> _What the task requires_
Your answer must be every line below, repeated exactly.

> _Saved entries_
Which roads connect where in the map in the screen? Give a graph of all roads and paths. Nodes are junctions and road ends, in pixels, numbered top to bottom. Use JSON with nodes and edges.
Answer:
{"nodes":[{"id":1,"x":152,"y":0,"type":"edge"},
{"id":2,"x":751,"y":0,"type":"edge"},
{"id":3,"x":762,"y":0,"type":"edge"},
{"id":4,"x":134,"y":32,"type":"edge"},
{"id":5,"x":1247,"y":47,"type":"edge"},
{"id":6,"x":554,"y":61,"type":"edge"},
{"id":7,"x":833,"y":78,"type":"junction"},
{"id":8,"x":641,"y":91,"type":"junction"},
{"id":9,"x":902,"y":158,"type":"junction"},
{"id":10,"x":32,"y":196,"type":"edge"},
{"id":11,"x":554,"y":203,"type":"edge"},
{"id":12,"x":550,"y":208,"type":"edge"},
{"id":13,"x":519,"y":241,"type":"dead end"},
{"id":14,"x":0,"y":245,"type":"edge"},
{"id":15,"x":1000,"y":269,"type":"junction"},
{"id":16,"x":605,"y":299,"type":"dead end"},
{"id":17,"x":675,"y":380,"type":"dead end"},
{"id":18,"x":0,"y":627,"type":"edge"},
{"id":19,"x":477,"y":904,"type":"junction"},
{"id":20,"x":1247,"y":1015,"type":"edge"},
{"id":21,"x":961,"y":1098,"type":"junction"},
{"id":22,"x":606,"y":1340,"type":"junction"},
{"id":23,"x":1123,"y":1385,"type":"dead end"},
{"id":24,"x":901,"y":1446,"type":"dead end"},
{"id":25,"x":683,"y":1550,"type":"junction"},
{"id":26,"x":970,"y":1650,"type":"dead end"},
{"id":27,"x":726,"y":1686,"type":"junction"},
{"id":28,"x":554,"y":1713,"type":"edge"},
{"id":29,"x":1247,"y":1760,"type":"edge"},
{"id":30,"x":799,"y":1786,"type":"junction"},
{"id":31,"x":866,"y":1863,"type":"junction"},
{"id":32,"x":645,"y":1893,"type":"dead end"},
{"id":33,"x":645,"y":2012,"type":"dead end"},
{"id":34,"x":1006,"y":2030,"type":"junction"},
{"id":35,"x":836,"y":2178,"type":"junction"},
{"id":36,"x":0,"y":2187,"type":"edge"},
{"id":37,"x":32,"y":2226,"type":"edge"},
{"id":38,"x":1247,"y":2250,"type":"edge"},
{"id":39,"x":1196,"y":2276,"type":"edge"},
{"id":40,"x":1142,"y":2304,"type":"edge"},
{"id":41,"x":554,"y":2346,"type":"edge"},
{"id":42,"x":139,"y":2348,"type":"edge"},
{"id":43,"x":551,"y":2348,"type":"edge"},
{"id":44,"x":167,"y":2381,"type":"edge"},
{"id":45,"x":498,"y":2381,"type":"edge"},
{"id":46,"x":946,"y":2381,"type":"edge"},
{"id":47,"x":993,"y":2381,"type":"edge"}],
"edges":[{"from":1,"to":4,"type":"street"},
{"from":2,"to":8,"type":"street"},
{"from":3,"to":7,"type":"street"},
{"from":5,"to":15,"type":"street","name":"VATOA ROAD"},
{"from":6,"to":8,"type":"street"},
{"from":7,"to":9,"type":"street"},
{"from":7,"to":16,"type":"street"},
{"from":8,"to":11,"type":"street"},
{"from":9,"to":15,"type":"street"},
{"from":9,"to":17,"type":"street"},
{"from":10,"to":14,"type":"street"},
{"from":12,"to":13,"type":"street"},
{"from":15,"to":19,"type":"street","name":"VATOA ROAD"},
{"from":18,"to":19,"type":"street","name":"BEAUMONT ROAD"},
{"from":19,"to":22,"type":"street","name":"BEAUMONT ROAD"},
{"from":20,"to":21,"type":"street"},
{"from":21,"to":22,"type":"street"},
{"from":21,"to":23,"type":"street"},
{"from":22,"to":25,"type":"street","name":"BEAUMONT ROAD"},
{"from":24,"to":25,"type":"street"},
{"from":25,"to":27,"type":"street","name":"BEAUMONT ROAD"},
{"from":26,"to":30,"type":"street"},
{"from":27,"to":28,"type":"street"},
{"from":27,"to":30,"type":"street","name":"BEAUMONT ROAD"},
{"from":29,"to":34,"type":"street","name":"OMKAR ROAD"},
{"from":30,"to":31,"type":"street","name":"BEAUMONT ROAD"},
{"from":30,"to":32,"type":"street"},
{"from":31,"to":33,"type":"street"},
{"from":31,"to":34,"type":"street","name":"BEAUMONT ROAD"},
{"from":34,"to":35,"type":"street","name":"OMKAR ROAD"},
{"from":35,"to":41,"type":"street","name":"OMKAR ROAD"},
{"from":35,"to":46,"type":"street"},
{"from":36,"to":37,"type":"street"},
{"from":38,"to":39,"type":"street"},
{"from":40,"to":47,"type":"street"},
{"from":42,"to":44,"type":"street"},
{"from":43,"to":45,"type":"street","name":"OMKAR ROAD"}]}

> _Expected answer_
Which roads connect where in the map in the screen? Give a graph of all roads and paths. Nodes are junctions and road ends, in pixels, numbered top to bottom. Use JSON with nodes and edges.
Answer:
{"nodes":[{"id":1,"x":152,"y":0,"type":"edge"},
{"id":2,"x":751,"y":0,"type":"edge"},
{"id":3,"x":762,"y":0,"type":"edge"},
{"id":4,"x":134,"y":32,"type":"edge"},
{"id":5,"x":1247,"y":47,"type":"edge"},
{"id":6,"x":554,"y":61,"type":"edge"},
{"id":7,"x":833,"y":78,"type":"junction"},
{"id":8,"x":641,"y":91,"type":"junction"},
{"id":9,"x":902,"y":158,"type":"junction"},
{"id":10,"x":32,"y":196,"type":"edge"},
{"id":11,"x":554,"y":203,"type":"edge"},
{"id":12,"x":550,"y":208,"type":"edge"},
{"id":13,"x":519,"y":241,"type":"dead end"},
{"id":14,"x":0,"y":245,"type":"edge"},
{"id":15,"x":1000,"y":269,"type":"junction"},
{"id":16,"x":605,"y":299,"type":"dead end"},
{"id":17,"x":675,"y":380,"type":"dead end"},
{"id":18,"x":0,"y":627,"type":"edge"},
{"id":19,"x":477,"y":904,"type":"junction"},
{"id":20,"x":1247,"y":1015,"type":"edge"},
{"id":21,"x":961,"y":1098,"type":"junction"},
{"id":22,"x":606,"y":1340,"type":"junction"},
{"id":23,"x":1123,"y":1385,"type":"dead end"},
{"id":24,"x":901,"y":1446,"type":"dead end"},
{"id":25,"x":683,"y":1550,"type":"junction"},
{"id":26,"x":970,"y":1650,"type":"dead end"},
{"id":27,"x":726,"y":1686,"type":"junction"},
{"id":28,"x":554,"y":1713,"type":"edge"},
{"id":29,"x":1247,"y":1760,"type":"edge"},
{"id":30,"x":799,"y":1786,"type":"junction"},
{"id":31,"x":866,"y":1863,"type":"junction"},
{"id":32,"x":645,"y":1893,"type":"dead end"},
{"id":33,"x":645,"y":2012,"type":"dead end"},
{"id":34,"x":1006,"y":2030,"type":"junction"},
{"id":35,"x":836,"y":2178,"type":"junction"},
{"id":36,"x":0,"y":2187,"type":"edge"},
{"id":37,"x":32,"y":2226,"type":"edge"},
{"id":38,"x":1247,"y":2250,"type":"edge"},
{"id":39,"x":1196,"y":2276,"type":"edge"},
{"id":40,"x":1142,"y":2304,"type":"edge"},
{"id":41,"x":554,"y":2346,"type":"edge"},
{"id":42,"x":139,"y":2348,"type":"edge"},
{"id":43,"x":551,"y":2348,"type":"edge"},
{"id":44,"x":167,"y":2381,"type":"edge"},
{"id":45,"x":498,"y":2381,"type":"edge"},
{"id":46,"x":946,"y":2381,"type":"edge"},
{"id":47,"x":993,"y":2381,"type":"edge"}],
"edges":[{"from":1,"to":4,"type":"street"},
{"from":2,"to":8,"type":"street"},
{"from":3,"to":7,"type":"street"},
{"from":5,"to":15,"type":"street","name":"VATOA ROAD"},
{"from":6,"to":8,"type":"street"},
{"from":7,"to":9,"type":"street"},
{"from":7,"to":16,"type":"street"},
{"from":8,"to":11,"type":"street"},
{"from":9,"to":15,"type":"street"},
{"from":9,"to":17,"type":"street"},
{"from":10,"to":14,"type":"street"},
{"from":12,"to":13,"type":"street"},
{"from":15,"to":19,"type":"street","name":"VATOA ROAD"},
{"from":18,"to":19,"type":"street","name":"BEAUMONT ROAD"},
{"from":19,"to":22,"type":"street","name":"BEAUMONT ROAD"},
{"from":20,"to":21,"type":"street"},
{"from":21,"to":22,"type":"street"},
{"from":21,"to":23,"type":"street"},
{"from":22,"to":25,"type":"street","name":"BEAUMONT ROAD"},
{"from":24,"to":25,"type":"street"},
{"from":25,"to":27,"type":"street","name":"BEAUMONT ROAD"},
{"from":26,"to":30,"type":"street"},
{"from":27,"to":28,"type":"street"},
{"from":27,"to":30,"type":"street","name":"BEAUMONT ROAD"},
{"from":29,"to":34,"type":"street","name":"OMKAR ROAD"},
{"from":30,"to":31,"type":"street","name":"BEAUMONT ROAD"},
{"from":30,"to":32,"type":"street"},
{"from":31,"to":33,"type":"street"},
{"from":31,"to":34,"type":"street","name":"BEAUMONT ROAD"},
{"from":34,"to":35,"type":"street","name":"OMKAR ROAD"},
{"from":35,"to":41,"type":"street","name":"OMKAR ROAD"},
{"from":35,"to":46,"type":"street"},
{"from":36,"to":37,"type":"street"},
{"from":38,"to":39,"type":"street"},
{"from":40,"to":47,"type":"street"},
{"from":42,"to":44,"type":"street"},
{"from":43,"to":45,"type":"street","name":"OMKAR ROAD"}]}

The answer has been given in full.